To run such queries in Presto C++, revise the query to do the filtering as a part of the SQL expression query, rather than in the JSON path.
For example, consider this Presto query:
.. code-block:: sql
JSON_EXTRACT(config, '$.store.book[?(@.price > 10)]')
The same query rewritten to run in Presto C++:
.. code-block:: sql
filter( CAST(json_extract(data, '$.store.book') AS ARRAY<JSON>), x -> CAST(json_extract_scalar(x.value, '$.price') AS DOUBLE) > 10) )
Erroring on Invalid JSON
^^^^^^^^^^^^^^^^^^^^^^^^
Presto can successfully run json_extract on certain invalid JSON, but Presto C++
always fails.
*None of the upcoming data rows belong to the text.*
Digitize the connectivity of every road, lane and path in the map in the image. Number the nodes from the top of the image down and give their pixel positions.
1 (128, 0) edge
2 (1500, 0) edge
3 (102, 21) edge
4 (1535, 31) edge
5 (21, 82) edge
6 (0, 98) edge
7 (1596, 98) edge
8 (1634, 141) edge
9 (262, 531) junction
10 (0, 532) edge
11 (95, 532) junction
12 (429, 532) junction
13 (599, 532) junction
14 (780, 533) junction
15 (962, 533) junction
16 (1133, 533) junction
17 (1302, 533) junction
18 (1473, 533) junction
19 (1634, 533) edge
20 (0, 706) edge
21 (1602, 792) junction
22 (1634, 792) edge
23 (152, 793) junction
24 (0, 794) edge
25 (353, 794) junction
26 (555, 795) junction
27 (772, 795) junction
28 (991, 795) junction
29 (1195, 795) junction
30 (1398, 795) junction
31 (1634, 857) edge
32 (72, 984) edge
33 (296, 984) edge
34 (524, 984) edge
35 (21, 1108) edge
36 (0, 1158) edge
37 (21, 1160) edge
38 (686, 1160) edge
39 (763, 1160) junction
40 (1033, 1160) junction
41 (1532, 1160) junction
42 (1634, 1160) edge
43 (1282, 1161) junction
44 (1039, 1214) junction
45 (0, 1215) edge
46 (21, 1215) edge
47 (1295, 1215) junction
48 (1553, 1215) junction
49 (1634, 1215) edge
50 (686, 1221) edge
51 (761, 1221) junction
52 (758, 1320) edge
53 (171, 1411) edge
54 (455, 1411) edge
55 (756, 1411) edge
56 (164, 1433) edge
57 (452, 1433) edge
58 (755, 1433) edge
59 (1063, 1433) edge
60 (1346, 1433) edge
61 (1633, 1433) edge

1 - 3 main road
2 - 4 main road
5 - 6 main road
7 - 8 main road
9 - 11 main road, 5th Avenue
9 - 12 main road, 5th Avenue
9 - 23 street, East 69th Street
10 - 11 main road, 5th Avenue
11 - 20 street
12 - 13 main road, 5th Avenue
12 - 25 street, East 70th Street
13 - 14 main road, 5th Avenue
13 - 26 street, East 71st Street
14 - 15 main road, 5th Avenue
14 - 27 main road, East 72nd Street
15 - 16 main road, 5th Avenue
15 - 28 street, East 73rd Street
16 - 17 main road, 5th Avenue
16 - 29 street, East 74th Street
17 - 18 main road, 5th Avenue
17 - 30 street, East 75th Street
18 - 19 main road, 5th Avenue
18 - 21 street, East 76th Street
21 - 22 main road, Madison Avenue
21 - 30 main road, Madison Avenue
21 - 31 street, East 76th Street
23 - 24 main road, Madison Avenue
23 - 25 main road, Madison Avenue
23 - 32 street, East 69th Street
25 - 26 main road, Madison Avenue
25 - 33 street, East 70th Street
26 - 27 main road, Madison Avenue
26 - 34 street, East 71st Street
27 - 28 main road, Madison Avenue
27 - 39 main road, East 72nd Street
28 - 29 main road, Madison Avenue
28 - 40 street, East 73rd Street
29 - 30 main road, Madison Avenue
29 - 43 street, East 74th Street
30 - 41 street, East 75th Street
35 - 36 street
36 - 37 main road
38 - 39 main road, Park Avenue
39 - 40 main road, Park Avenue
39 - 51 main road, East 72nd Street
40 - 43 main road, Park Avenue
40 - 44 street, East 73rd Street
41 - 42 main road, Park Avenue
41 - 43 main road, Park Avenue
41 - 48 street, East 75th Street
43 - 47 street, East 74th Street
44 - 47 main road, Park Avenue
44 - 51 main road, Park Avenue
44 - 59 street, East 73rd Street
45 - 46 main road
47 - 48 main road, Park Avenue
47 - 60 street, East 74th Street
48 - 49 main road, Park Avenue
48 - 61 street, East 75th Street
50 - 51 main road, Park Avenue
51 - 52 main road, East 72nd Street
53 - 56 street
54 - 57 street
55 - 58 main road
Extracting data from invalid JSON is indeterminate and relying on
that behavior can have unintended consequences.
Because Presto C++ takes the safe approach to always throw an error on invalid JSON, wrap calls in a try to ensure the query succeeds and validate that the results correspond to your expectations.
Canonicalization
^^^^^^^^^^^^^^^^
Presto json_extract can return JSON that is not canonicalized <https://github.com/prestodb/presto/issues/24563#issue-2852506643>_.
json_extract has been rewritten in Presto C++ to always return canonical JSON.
Unsupported Cases
^^^^^^^^^^^^^^^^^
Presto C++ uses RE2 <https://github.com/google/re2>_, a widely adopted modern regular
expression parsing library.
Presto uses JONI <https://github.com/jruby/joni>_, a deprecated port of Oniguruma (ONIG).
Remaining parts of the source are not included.